In 1960, Tate became one of the first Black children to desegregate a public school when she, along with fellow students Gail Etienne and Tessie Provost, attended McDonogh 19 Elementary School in New Orleans. In 2009, she established the Leona Tate Foundation for Change, which is dedicated to preserving the stories of the civil rights movement as well as promoting racial equality. She has been working with Macalester and teaching Macalester College Bonner Scholars about school integration since 2013. President Rivera, who conferred the degree, praised Tate’s commitment to civil rights.

“Today, we honor you [Tate] for your abiding activism and leadership — and for the countless people you have inspired to take action to build a more just world,” Rivera said. 

After presenting Tate’s degree, Rivera introduced Lozenski, who is also chair of the educational studies department. Lozenski focused his speech on the difference between “school” and “education” and what Macalester students will take away from their four years. Lozenski likened “school” to the mechanics of classrooms, tests, papers and grades, while defining “education” as the actual knowledge and learning one acquires.
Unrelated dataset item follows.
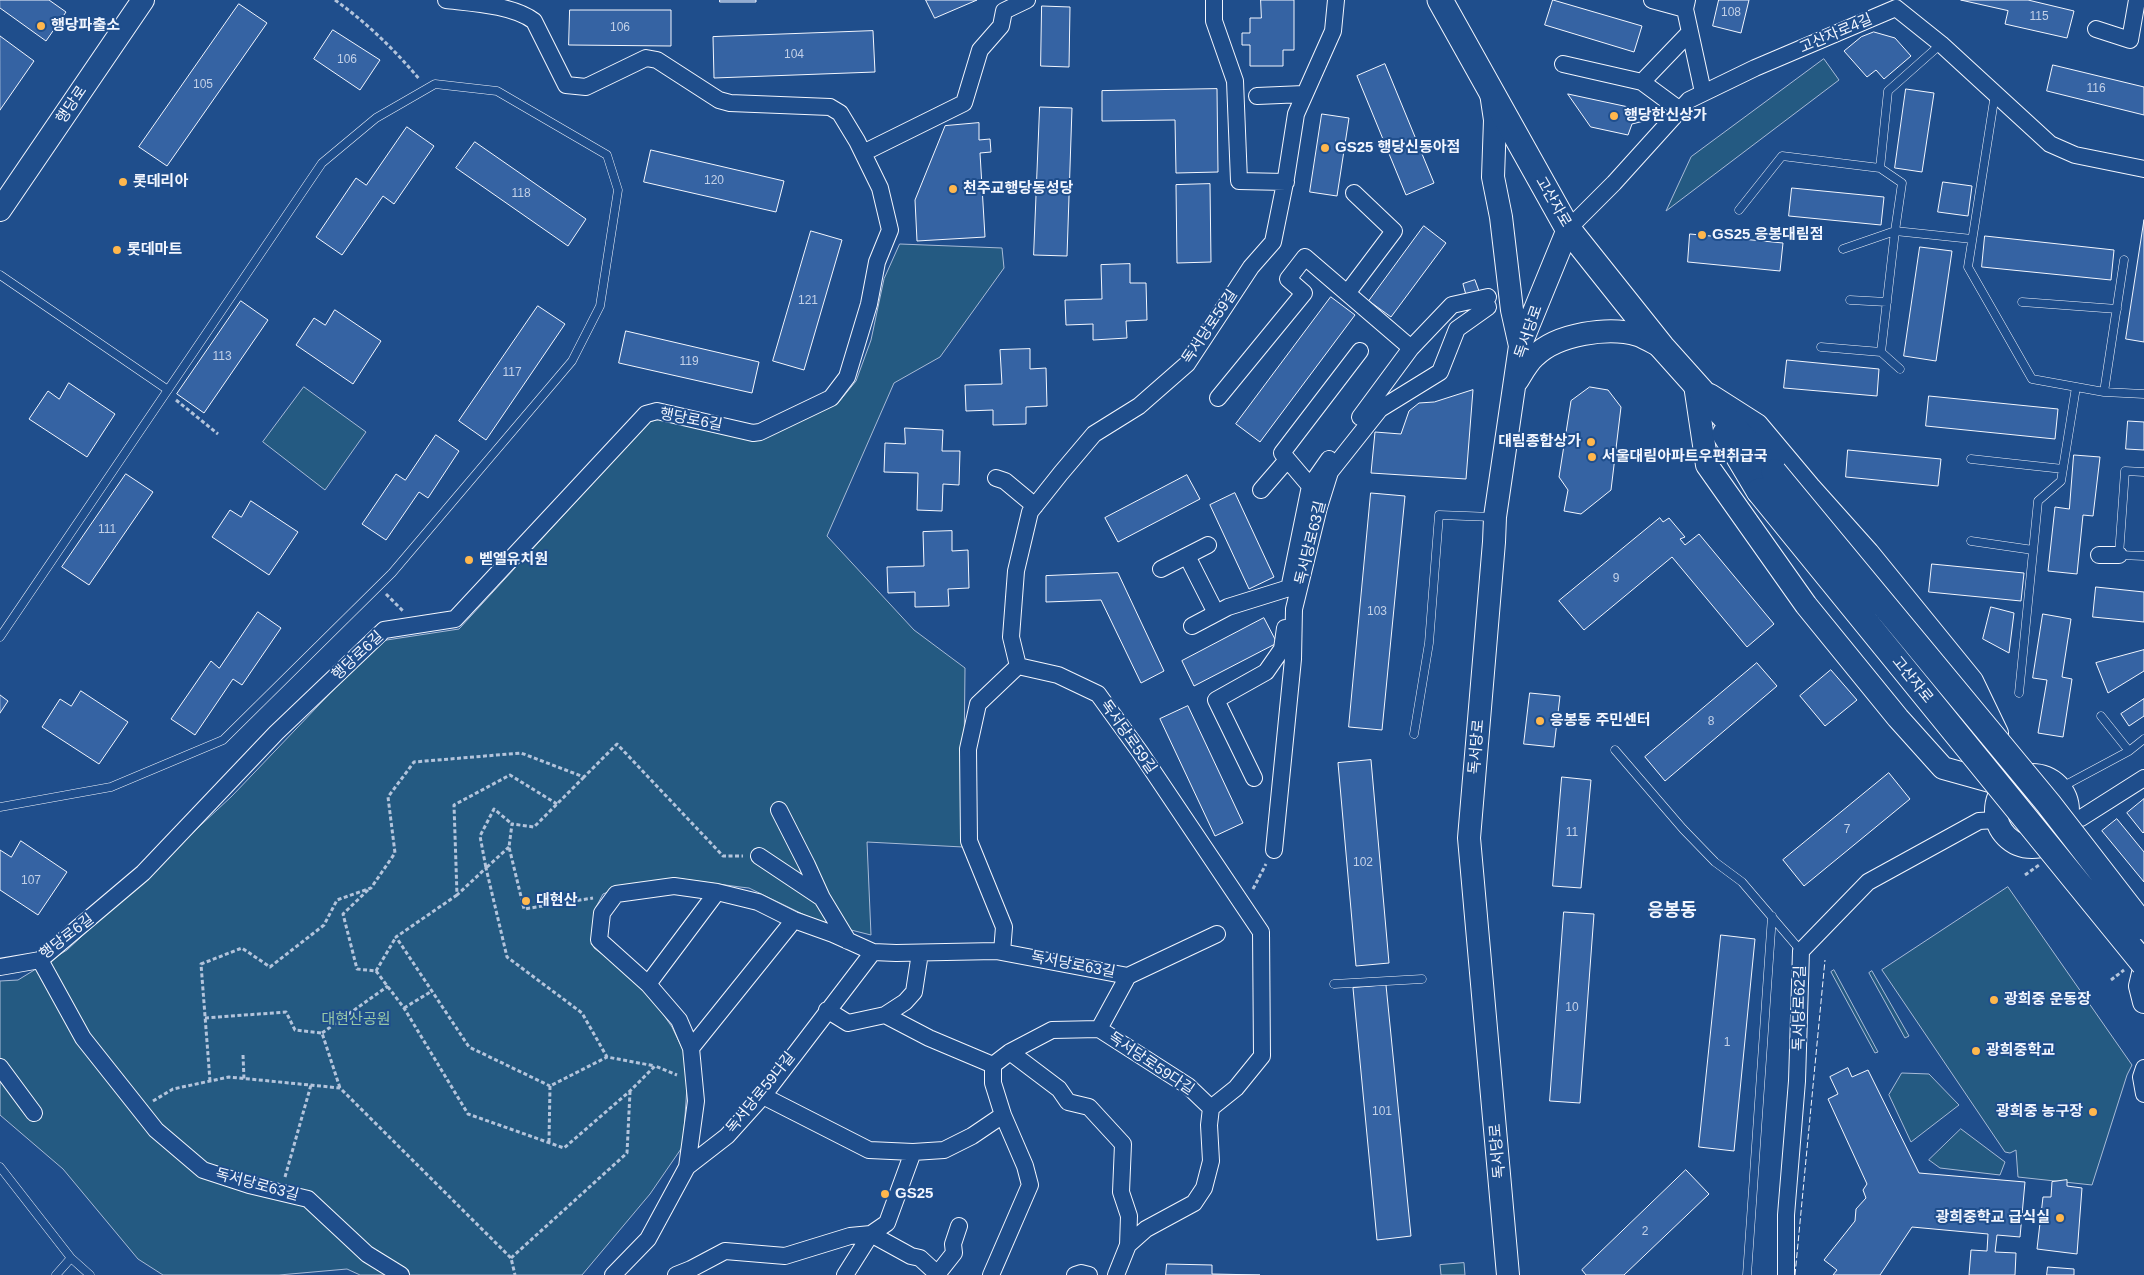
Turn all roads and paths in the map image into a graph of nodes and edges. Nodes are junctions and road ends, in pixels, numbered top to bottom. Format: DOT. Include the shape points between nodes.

“One of the major things we try to teach here in educational studies is to try to understand the meta conditions that frame education,” Lozenski said. “We can all be here at Macalester, and some of us are going to school while others are being educated. Which one’s happening for you?” 

Lozenski then encouraged students to find their own “education” at Macalester.

“Talk to the staff, talk to faculty, talk to your friends,” Lozenski said. “Dare to confront the world outside this campus. Dare to take a risk and explore something that feels too challenging. Don’t go to class because you want to, go to class because you have to. Because you need to.”

Macalester College Student Government President Mariah Loeffler-Kemp ’24 also spoke at Opening Convocation. In her speech, she urged students to take advantage of the opportunities they are afforded here. 

“I know Macalester has its hiccups sometimes, but when you put it into perspective, we are all so lucky to be here and to be here together,” Loeffler-Kemp said. “Which is why we need to make the most of our time that we get to have here, to build friendships with our classmates, to learn from our professors, and to gain insight from our staff, to be able to build real lasting relationships within this community and to build a community in which people like all of us belong.”

As is Macalester tradition, Opening Convocation ended with a prayer for peace, delivered by Nokwanda Matse ’26, Basir Talayee ’24 and Dallas Watson ’26. A picnic lunch on Shaw Field followed the convocation.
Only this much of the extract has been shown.